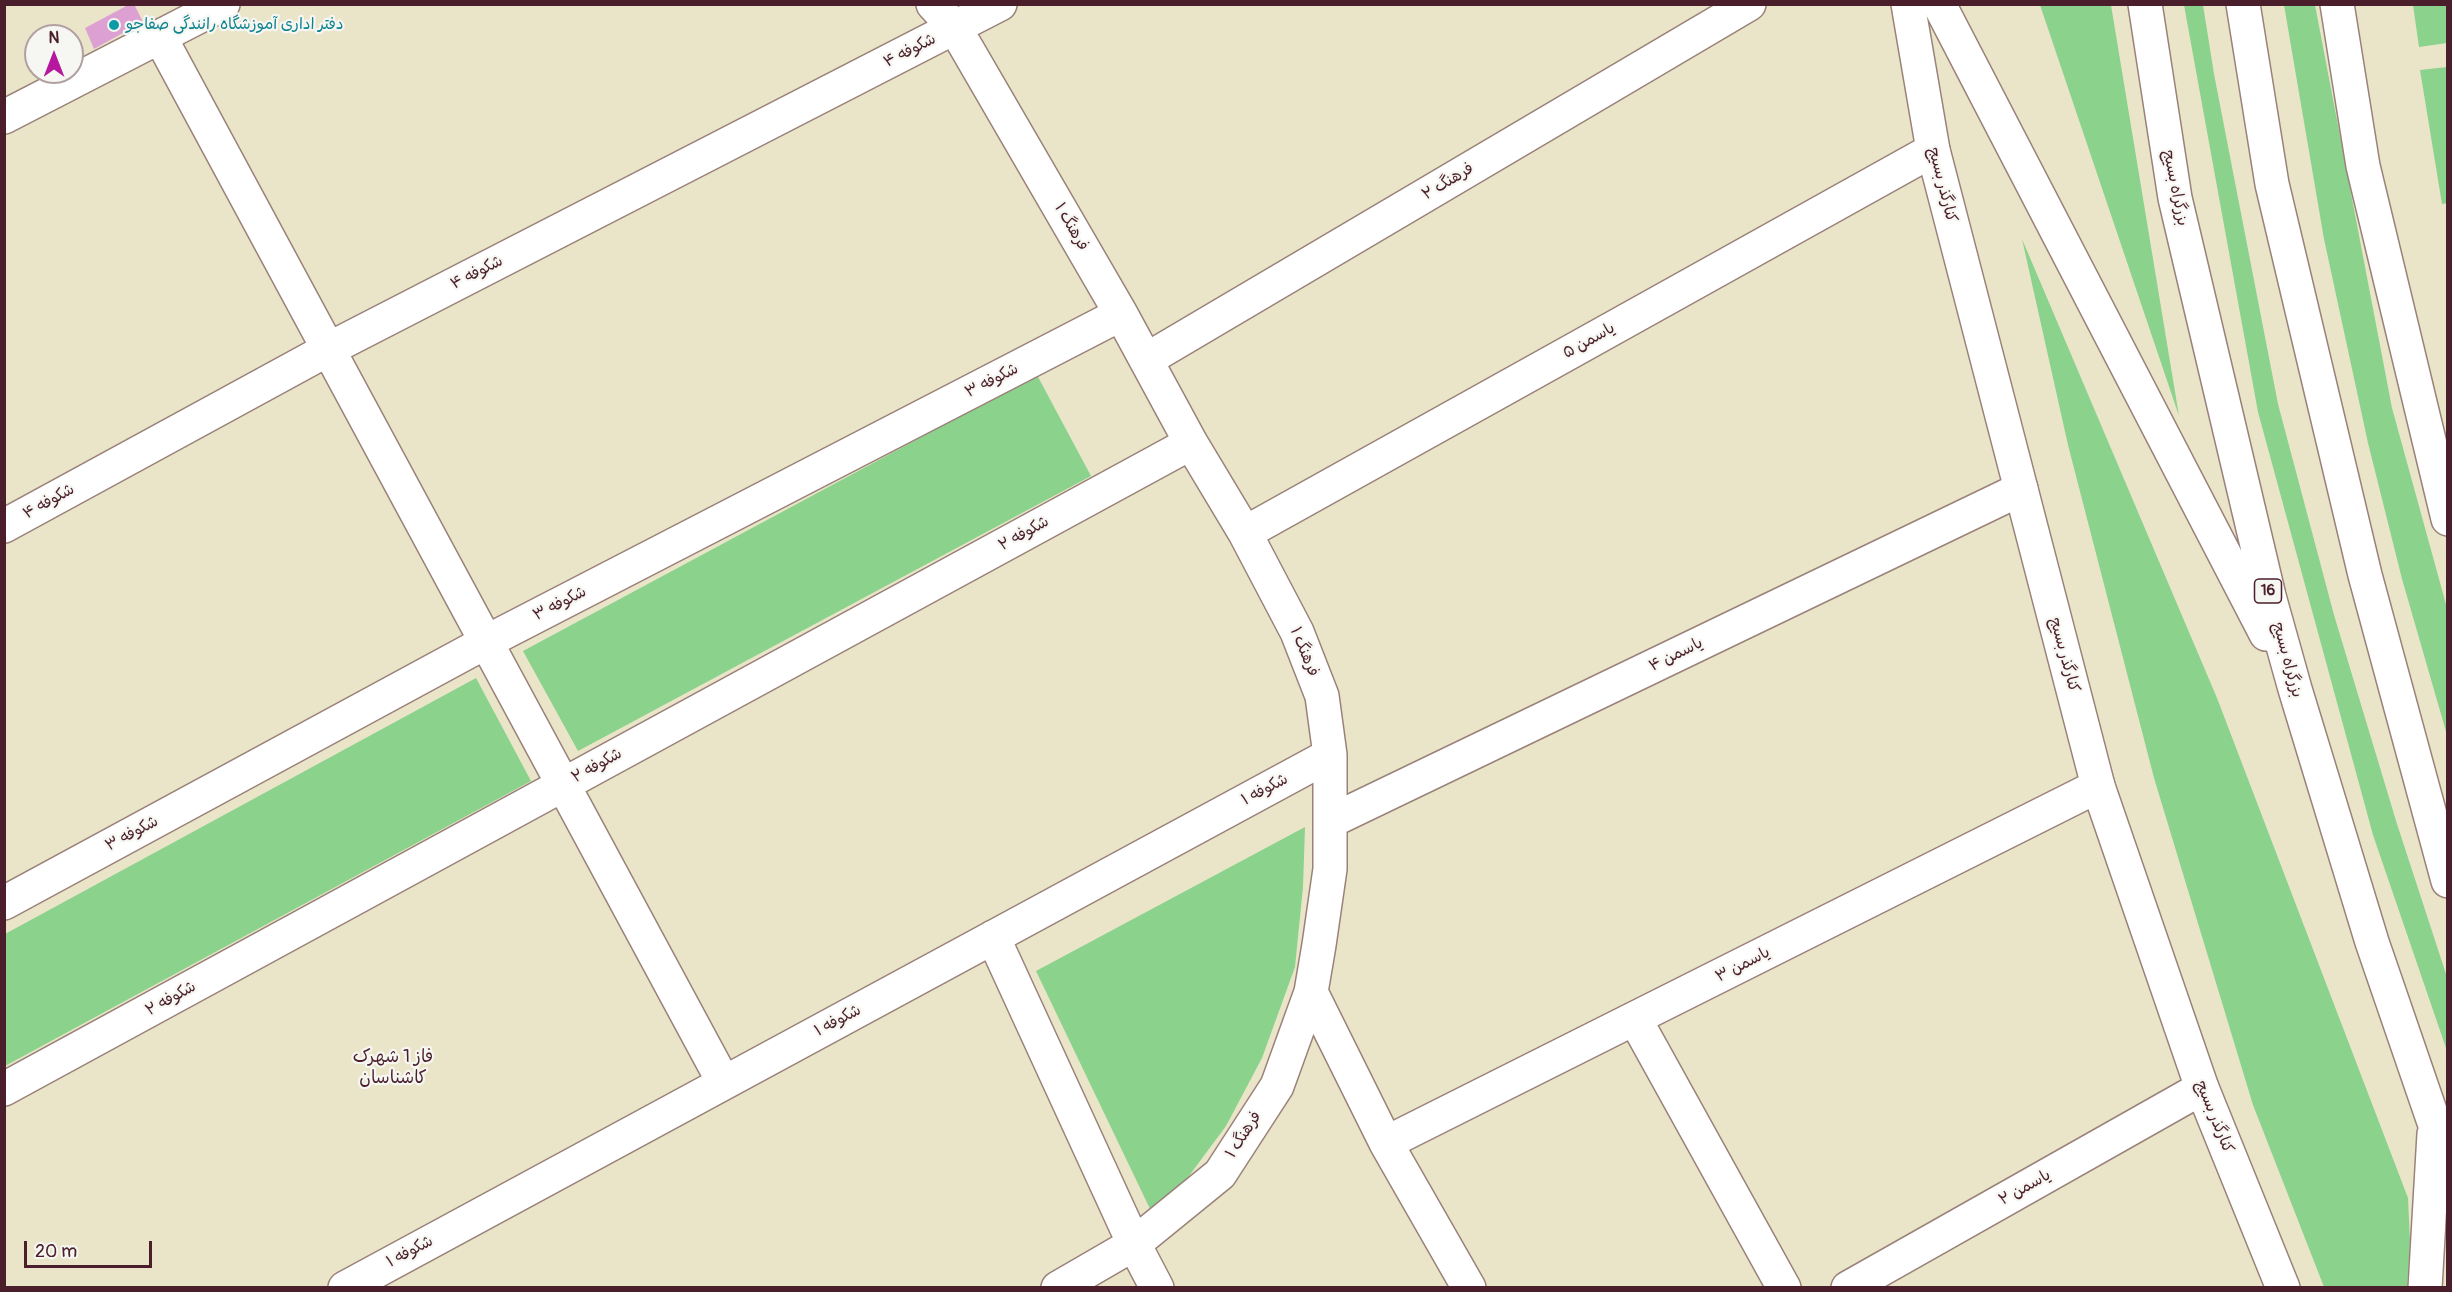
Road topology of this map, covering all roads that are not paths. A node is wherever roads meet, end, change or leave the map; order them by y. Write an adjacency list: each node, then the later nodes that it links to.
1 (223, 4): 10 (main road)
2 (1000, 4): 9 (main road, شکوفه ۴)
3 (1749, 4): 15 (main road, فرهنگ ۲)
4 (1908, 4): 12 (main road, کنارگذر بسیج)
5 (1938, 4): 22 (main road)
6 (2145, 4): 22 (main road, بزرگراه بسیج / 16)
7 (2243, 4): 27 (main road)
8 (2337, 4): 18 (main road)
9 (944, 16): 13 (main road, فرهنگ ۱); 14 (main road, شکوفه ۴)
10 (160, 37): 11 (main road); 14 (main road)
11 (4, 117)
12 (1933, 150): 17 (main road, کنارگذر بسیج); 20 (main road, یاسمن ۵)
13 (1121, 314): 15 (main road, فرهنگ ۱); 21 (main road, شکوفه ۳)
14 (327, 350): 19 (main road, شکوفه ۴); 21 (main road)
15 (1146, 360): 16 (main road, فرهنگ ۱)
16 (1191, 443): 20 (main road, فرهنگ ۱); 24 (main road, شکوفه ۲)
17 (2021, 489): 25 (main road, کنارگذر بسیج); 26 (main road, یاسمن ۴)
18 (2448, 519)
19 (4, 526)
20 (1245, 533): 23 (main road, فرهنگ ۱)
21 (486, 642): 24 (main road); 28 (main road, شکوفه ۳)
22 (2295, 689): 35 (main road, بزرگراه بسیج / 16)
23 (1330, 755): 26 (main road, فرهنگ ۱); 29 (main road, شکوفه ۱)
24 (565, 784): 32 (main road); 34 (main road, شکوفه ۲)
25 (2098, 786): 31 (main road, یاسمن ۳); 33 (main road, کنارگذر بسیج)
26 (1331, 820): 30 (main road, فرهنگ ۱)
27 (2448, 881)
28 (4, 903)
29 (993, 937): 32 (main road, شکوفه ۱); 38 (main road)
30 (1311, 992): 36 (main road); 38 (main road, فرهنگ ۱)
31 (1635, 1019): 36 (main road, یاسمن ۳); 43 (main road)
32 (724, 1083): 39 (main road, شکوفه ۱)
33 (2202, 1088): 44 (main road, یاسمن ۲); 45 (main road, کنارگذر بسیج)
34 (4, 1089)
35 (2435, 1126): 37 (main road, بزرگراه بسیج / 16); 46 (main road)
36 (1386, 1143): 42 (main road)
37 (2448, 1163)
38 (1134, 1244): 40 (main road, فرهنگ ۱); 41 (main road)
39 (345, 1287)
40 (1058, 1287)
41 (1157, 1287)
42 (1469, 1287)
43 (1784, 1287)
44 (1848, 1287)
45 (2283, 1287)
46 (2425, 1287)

--

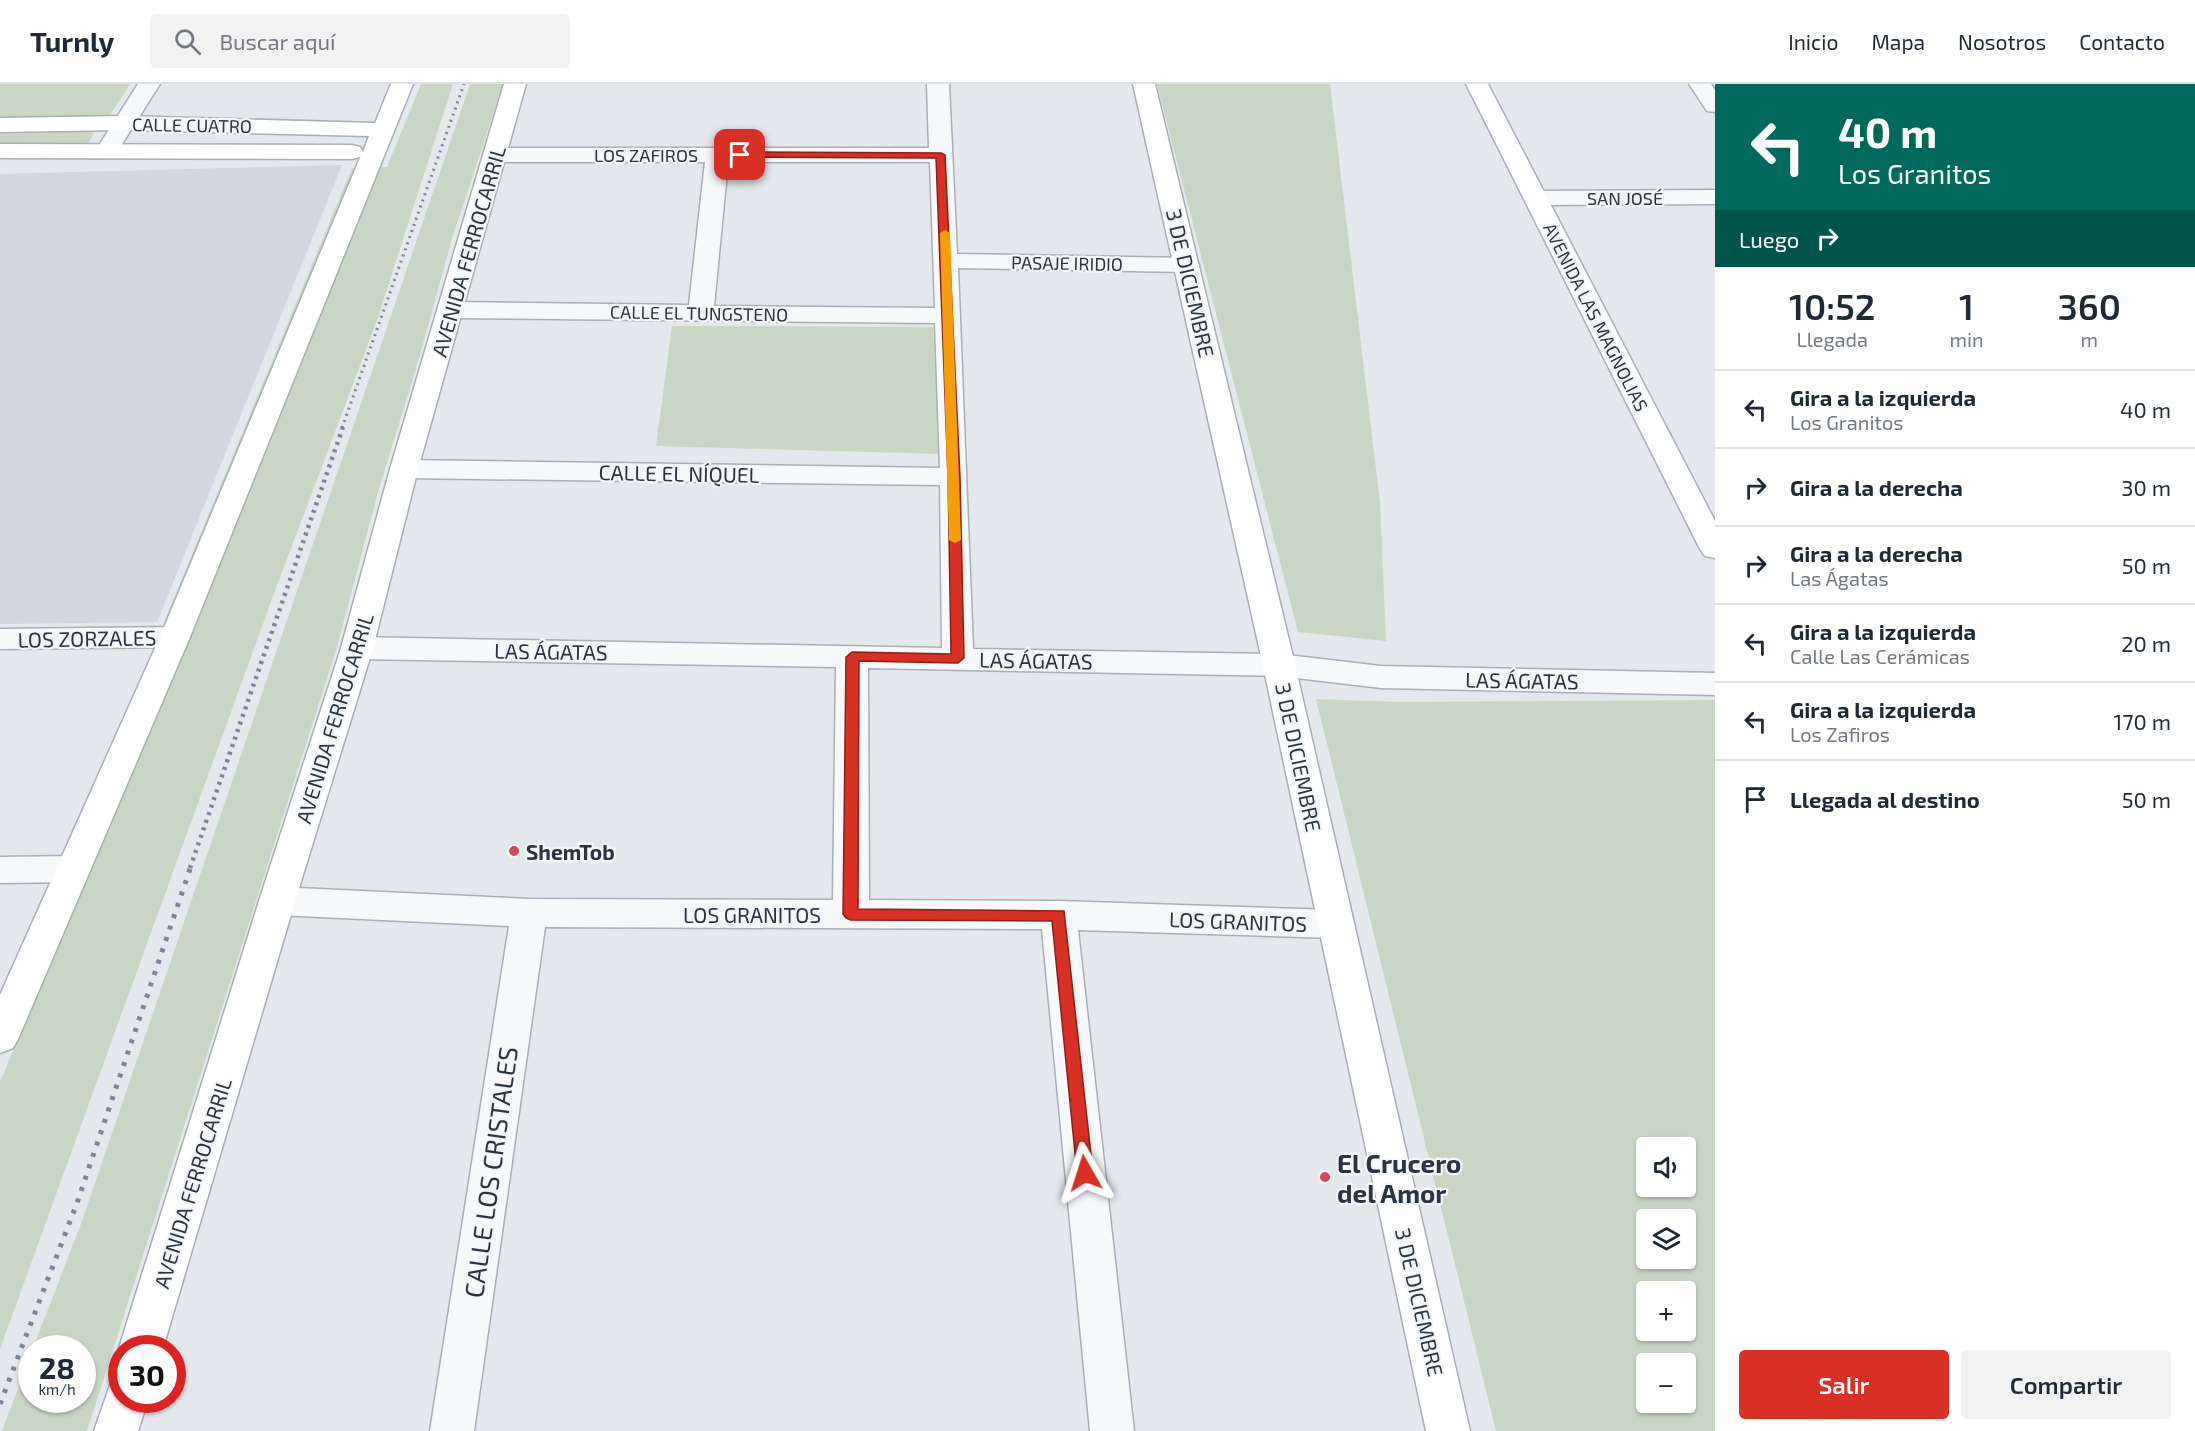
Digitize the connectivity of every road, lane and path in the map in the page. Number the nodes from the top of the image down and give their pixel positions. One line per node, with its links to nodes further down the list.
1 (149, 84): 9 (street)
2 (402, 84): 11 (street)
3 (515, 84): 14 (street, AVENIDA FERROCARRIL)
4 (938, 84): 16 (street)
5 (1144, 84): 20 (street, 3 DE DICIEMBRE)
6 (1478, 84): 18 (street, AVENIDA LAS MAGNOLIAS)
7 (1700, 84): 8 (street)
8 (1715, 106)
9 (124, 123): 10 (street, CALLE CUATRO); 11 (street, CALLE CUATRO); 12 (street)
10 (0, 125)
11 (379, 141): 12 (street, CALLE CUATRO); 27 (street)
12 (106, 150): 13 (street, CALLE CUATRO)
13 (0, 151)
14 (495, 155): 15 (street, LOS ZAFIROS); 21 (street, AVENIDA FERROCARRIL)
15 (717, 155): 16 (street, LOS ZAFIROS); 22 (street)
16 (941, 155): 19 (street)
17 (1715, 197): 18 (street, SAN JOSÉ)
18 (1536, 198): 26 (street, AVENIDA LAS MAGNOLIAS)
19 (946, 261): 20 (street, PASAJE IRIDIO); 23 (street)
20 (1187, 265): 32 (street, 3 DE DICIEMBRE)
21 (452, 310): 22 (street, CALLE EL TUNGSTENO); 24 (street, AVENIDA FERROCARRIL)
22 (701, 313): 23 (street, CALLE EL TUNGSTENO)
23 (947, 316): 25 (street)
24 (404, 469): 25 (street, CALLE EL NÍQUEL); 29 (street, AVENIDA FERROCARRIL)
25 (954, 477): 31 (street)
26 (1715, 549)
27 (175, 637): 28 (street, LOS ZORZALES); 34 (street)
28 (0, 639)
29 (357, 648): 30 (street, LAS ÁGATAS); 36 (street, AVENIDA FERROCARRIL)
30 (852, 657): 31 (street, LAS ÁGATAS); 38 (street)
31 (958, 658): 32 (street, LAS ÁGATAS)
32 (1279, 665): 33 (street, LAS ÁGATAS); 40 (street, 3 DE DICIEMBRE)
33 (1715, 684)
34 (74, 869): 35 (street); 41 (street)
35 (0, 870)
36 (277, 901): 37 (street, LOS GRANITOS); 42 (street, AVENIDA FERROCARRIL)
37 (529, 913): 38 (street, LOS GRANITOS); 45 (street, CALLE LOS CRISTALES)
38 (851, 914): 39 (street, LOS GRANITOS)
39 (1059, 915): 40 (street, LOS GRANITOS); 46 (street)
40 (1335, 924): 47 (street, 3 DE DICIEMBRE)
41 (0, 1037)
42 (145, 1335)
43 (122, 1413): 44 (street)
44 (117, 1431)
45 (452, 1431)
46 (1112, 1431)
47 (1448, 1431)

PROBLEM TO WORK ON: On how many lines of the data does the word "بزرگراه" appear? Only the number is wanted.

REPLY TO THE TASK: 3